Artificial intelligence is everywhere. Whether it’s Siri, Alexa or Google Assistant, people use AI agents on a daily basis to communicate, to remember things and to make everyday life more convenient.
Now, University of Arizona researchers are looking to take AI to the next level. Like something from a science-fiction movie, they are hoping to create an AI agent that can understand social cues and human interactions and use that information to help teams achieve their goals.
The project, funded by a $7.5 million grant from the Defense Advanced Research Project Agency, is part of DARPA’s Artificial Social Intelligence for Successful Teams program, which seeks to develop AI systems that demonstrate basic machine social skills.

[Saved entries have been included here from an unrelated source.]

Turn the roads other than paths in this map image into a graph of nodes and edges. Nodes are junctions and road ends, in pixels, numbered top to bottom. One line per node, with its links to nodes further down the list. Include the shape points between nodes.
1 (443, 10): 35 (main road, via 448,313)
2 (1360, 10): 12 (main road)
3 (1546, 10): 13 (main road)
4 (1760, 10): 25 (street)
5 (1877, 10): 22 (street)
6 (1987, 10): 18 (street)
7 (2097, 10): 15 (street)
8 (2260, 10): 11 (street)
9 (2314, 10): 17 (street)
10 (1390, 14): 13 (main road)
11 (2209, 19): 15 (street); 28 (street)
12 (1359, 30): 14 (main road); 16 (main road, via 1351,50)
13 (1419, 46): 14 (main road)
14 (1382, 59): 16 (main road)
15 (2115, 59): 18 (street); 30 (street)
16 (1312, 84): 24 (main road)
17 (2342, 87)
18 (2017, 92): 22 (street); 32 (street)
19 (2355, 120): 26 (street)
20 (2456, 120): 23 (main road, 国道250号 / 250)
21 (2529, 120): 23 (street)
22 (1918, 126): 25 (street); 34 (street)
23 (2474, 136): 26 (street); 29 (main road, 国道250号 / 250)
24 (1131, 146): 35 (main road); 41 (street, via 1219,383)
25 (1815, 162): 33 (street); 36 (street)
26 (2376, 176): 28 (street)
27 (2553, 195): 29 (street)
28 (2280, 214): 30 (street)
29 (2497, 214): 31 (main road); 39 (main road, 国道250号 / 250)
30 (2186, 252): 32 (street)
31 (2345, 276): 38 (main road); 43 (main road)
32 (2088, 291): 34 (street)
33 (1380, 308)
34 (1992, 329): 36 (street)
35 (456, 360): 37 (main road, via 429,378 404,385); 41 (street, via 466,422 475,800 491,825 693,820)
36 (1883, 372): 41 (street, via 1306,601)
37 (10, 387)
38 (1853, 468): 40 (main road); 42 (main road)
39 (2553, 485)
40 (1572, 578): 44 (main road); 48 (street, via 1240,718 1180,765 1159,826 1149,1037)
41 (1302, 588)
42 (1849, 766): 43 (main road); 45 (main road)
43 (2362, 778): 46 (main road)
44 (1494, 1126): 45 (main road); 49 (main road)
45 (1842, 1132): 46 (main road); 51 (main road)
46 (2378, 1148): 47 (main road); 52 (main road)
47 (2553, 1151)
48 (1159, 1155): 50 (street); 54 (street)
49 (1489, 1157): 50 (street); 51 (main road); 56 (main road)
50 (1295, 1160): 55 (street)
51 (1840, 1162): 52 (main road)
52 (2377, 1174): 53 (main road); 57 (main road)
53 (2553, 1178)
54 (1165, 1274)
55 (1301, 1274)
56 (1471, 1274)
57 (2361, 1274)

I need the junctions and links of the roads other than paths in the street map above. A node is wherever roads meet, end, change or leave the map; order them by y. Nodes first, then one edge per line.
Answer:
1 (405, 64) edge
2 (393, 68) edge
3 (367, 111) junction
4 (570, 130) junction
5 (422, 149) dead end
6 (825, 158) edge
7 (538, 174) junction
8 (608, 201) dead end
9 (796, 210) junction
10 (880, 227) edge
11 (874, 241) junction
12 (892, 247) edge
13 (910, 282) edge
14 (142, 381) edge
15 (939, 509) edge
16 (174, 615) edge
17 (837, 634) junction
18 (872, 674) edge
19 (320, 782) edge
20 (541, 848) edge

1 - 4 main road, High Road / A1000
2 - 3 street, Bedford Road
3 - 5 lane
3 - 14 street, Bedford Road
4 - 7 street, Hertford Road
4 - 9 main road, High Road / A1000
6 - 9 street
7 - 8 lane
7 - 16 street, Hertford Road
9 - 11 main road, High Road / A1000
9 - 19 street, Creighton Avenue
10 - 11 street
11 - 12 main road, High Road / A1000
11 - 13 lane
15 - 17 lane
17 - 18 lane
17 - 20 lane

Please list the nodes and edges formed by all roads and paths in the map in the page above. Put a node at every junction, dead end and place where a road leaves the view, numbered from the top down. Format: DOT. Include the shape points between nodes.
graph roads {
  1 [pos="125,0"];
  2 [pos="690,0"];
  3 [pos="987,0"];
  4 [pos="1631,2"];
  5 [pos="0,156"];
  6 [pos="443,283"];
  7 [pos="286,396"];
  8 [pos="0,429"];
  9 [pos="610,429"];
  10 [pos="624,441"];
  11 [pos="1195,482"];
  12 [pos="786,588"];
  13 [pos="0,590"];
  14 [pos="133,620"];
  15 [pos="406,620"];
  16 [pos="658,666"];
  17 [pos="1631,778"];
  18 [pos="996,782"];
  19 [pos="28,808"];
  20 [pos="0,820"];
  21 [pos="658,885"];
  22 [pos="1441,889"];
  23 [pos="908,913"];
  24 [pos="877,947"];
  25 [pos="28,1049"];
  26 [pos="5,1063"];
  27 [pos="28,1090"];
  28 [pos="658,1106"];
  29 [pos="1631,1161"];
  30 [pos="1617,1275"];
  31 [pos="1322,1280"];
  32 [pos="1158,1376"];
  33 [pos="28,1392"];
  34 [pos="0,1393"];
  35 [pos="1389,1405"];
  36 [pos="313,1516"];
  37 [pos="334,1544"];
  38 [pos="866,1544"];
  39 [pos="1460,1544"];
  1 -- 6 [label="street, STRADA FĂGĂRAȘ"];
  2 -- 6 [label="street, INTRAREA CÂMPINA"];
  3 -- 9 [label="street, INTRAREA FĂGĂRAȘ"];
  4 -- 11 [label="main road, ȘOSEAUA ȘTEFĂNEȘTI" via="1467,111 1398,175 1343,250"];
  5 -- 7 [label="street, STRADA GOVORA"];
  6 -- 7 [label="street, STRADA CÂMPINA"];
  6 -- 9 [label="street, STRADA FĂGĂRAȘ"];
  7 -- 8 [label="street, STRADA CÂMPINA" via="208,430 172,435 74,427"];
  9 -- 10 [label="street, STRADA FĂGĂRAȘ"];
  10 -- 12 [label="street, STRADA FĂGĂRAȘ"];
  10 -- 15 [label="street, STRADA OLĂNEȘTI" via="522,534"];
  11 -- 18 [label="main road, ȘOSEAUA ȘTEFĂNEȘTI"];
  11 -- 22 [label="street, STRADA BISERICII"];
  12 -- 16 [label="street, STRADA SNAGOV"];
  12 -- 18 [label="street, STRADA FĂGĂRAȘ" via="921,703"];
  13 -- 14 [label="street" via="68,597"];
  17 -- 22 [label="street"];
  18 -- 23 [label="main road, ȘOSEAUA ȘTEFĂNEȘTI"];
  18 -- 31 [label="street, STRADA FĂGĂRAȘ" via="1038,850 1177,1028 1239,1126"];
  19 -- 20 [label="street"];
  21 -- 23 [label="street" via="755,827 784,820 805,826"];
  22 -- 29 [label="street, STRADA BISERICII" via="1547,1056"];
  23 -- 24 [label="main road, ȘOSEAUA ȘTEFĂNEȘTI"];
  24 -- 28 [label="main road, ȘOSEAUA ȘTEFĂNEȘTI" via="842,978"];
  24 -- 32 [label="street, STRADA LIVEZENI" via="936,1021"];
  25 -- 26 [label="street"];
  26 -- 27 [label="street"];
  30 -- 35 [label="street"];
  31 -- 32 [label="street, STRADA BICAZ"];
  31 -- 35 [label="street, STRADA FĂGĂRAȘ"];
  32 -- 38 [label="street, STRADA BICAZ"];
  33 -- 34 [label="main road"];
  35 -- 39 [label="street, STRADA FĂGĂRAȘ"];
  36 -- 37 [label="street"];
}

“The goal ... is to develop artificial intelligence with a ‘theory of mind,’ and create AI that is a good teammate to humans,” said Adarsh Pyarelal, a research scientist in the Machine Learning for Artificial Intelligence Lab in the UA School of Information. Pyarelal is the principal investigator for the project.
According to Pyarelal, while popular AI agents do a good job of finding information on the internet, they aren’t great at reading social cues. For example, Siri wouldn’t know the difference between someone yelling at her or speaking politely. With this new project, the goal is for the system to be capable of inferring the beliefs, desires and intentions of human beings.
“The thing that makes a human a good teammate is having a good sense of what other people on their team are thinking, so they can predict what their teammates are going to do with some level of certainty,” Pyarelal said. “We’re trying to build AI with some social awareness and this kind of theory of mind.”
The UA project, called Theory of Mind-Based Cognitive Architecture for Teams, or ToMCAT, will develop and test AI agents in a Minecraft video game environment where they will be paired with up to four human players. The AI agent will collaborate with the players to complete custom-designed missions, collecting information about the individual players as well as their interactions with other human teammates along the way.
Through the use of webcams and microphones, the AI agent will observe the human players’ facial expressions, eye movements and voices. Each player will also be connected to an electrocardiogram machine to monitor the electrical activity of their heart as well as a head cap that measures brain activity.
The ToMCAT agent will initially observe the payers’ interactions and then, after gathering enough information about the players and their social dynamics, will collaborate with them and even offer suggestions to help the team meet their goals.
“The AI agent is going to provide helpful suggestions or check in from time to time about the situation,” Pyarelal said. “So, everything comes full circle – the agent observes, it learns, and then, if needed, it can intervene to help the team. For example, if person A and person B don’t get along, the AI agent may suggest that maybe you don’t want to put them on the same team.”
The team is hoping that this research will help to inform the development of AI agents that are capable of being more interactive and even assisting in difficult or high-stress situations.
The ToMCAT project is a collaboration among the UA’s School of Information, Department of Computer Science and Department of Family Studies and Human Development. The UA research team is one of 12 teams selected to receive funding through the ASIST program.